AIM OF THE TASK:
In the material below, find every line containing the string "Number" and return it.

--- DATA Enclosed Below ---

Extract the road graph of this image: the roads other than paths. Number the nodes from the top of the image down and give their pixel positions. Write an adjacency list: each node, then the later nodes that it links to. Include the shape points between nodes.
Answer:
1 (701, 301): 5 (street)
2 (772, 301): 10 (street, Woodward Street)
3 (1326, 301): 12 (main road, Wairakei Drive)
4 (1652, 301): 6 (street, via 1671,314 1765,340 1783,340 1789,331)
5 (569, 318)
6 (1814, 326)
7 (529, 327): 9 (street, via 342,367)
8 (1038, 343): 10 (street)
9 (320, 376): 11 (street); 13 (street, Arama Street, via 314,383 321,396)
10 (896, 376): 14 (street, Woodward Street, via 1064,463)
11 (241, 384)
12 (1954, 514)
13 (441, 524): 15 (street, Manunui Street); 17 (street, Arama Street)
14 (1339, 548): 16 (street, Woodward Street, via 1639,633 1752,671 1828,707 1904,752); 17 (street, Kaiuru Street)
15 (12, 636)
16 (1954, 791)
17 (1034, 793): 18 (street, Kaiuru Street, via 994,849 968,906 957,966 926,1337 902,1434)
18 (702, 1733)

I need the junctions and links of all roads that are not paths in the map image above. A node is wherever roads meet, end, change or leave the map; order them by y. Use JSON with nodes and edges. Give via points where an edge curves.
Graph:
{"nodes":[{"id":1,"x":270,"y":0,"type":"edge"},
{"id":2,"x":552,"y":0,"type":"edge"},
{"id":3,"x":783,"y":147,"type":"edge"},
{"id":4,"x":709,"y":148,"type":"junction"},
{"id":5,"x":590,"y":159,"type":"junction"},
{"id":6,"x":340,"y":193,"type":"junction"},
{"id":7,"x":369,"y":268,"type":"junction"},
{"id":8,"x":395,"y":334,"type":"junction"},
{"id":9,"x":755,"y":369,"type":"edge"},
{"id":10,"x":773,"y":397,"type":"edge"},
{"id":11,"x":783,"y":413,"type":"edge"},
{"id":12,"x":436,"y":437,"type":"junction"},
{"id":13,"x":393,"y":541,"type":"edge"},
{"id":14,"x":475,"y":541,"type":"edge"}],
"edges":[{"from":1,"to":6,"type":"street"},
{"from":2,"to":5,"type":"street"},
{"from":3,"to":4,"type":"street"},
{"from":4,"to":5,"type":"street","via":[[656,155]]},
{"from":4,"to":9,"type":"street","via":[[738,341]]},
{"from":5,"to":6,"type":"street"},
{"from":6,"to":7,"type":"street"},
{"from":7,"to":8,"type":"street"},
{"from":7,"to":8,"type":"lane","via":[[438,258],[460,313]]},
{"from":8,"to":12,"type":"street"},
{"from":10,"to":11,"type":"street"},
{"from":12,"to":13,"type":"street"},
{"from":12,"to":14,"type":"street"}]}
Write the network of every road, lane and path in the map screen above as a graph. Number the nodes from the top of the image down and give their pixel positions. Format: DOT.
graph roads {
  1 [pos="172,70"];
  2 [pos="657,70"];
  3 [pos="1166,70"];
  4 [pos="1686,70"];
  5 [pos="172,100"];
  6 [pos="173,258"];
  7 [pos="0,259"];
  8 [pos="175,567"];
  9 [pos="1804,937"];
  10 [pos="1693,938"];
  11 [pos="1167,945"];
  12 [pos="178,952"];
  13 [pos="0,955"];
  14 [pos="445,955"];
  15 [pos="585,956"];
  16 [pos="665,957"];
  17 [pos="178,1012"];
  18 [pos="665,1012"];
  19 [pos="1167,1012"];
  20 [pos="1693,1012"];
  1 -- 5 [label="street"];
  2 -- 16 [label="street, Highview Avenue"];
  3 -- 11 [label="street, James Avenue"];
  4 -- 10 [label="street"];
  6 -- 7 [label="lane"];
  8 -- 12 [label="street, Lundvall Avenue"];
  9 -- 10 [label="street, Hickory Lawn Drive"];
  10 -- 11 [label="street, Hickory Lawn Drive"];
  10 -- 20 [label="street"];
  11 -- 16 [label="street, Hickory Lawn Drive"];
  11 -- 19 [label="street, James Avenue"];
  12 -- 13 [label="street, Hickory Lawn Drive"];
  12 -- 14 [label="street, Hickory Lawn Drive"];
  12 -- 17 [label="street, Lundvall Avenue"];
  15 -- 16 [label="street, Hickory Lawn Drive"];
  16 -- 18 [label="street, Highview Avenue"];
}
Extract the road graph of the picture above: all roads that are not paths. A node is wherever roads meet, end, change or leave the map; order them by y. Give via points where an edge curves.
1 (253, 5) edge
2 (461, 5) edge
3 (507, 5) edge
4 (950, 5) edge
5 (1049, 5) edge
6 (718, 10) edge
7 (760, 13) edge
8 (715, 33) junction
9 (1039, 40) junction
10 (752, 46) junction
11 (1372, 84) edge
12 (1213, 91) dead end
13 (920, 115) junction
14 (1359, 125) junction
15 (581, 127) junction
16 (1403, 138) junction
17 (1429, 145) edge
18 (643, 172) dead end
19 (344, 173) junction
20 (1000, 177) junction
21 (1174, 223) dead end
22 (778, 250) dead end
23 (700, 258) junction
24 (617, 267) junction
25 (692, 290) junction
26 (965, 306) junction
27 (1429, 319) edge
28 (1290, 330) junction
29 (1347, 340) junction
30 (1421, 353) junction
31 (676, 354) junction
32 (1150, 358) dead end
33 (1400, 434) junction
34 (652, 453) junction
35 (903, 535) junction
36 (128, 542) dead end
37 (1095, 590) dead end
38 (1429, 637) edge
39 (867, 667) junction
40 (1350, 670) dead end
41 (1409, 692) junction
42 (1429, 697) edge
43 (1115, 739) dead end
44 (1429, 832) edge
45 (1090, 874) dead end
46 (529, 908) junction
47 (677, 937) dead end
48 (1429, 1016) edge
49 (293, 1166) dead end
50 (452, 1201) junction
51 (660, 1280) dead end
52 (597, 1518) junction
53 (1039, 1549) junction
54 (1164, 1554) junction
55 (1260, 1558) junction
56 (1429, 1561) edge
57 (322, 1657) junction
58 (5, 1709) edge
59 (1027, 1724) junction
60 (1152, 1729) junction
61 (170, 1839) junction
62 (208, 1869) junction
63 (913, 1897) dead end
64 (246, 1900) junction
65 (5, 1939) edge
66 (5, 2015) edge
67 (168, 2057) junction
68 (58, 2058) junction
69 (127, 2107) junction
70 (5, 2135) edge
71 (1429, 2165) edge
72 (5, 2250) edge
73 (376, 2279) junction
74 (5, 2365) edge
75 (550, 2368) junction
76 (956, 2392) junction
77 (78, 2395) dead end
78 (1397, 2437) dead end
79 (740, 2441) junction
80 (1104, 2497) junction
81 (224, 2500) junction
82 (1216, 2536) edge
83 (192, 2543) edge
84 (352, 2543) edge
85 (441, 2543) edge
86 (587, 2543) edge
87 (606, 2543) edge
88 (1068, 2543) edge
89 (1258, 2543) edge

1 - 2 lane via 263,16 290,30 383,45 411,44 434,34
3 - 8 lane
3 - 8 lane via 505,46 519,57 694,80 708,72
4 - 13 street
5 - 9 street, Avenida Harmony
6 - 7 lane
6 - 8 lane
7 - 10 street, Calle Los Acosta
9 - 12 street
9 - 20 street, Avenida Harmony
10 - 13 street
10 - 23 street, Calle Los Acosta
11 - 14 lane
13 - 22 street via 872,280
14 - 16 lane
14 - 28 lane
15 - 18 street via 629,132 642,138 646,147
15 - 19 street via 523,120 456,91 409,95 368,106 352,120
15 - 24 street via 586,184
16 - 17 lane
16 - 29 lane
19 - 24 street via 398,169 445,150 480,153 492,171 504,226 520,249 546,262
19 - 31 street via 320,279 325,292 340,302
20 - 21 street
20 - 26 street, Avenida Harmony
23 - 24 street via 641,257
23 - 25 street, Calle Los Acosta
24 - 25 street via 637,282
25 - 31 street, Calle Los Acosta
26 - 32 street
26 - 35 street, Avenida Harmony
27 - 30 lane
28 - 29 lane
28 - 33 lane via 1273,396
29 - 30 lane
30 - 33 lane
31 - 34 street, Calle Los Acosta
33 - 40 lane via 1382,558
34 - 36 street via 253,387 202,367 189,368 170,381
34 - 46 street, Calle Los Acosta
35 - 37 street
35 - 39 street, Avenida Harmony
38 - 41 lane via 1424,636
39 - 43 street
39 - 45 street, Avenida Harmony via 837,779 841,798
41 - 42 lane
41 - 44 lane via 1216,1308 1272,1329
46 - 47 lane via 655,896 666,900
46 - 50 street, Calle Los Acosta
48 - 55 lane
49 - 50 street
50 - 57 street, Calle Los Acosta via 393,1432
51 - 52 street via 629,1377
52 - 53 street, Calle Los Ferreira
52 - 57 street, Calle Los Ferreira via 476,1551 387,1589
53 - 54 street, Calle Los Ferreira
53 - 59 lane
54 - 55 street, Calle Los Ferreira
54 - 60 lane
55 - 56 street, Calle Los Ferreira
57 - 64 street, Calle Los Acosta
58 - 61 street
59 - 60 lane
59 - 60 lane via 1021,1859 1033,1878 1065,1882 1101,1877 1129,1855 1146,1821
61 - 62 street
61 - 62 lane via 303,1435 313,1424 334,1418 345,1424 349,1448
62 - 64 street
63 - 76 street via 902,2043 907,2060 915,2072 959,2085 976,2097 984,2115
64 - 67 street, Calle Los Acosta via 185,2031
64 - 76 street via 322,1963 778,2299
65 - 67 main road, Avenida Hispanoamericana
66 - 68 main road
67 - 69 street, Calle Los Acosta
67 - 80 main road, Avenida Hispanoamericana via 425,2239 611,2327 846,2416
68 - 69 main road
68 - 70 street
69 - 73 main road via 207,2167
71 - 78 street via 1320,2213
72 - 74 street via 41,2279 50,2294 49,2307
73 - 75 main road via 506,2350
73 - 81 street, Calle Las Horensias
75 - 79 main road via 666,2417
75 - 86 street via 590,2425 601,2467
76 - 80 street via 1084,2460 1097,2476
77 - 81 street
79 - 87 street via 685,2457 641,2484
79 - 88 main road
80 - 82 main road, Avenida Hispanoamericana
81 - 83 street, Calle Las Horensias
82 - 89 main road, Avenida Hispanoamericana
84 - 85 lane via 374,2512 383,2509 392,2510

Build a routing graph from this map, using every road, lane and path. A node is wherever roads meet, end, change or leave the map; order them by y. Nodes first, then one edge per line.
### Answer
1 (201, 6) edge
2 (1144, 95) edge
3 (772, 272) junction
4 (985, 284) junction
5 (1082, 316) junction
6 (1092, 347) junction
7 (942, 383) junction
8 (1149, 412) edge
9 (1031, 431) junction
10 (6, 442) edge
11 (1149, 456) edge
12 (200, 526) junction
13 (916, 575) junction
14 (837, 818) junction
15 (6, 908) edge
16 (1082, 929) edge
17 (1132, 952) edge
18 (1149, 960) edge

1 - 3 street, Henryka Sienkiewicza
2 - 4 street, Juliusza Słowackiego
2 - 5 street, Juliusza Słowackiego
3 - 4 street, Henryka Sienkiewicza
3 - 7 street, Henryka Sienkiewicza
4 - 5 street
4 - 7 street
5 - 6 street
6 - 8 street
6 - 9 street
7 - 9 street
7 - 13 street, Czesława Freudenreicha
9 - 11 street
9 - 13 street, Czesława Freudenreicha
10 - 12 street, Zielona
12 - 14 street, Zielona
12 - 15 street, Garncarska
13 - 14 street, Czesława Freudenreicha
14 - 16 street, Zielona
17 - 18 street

--- End of Enclosed DATA ---

SOLUTION TO THIS TASK:
Extract the road graph of this image: the roads other than paths. Number the nodes from the top of the image down and give their pixel positions. Write an adjacency list: each node, then the later nodes that it links to. Include the shape points between nodes.
Write the network of every road, lane and path in the map screen above as a graph. Number the nodes from the top of the image down and give their pixel positions. Format: DOT.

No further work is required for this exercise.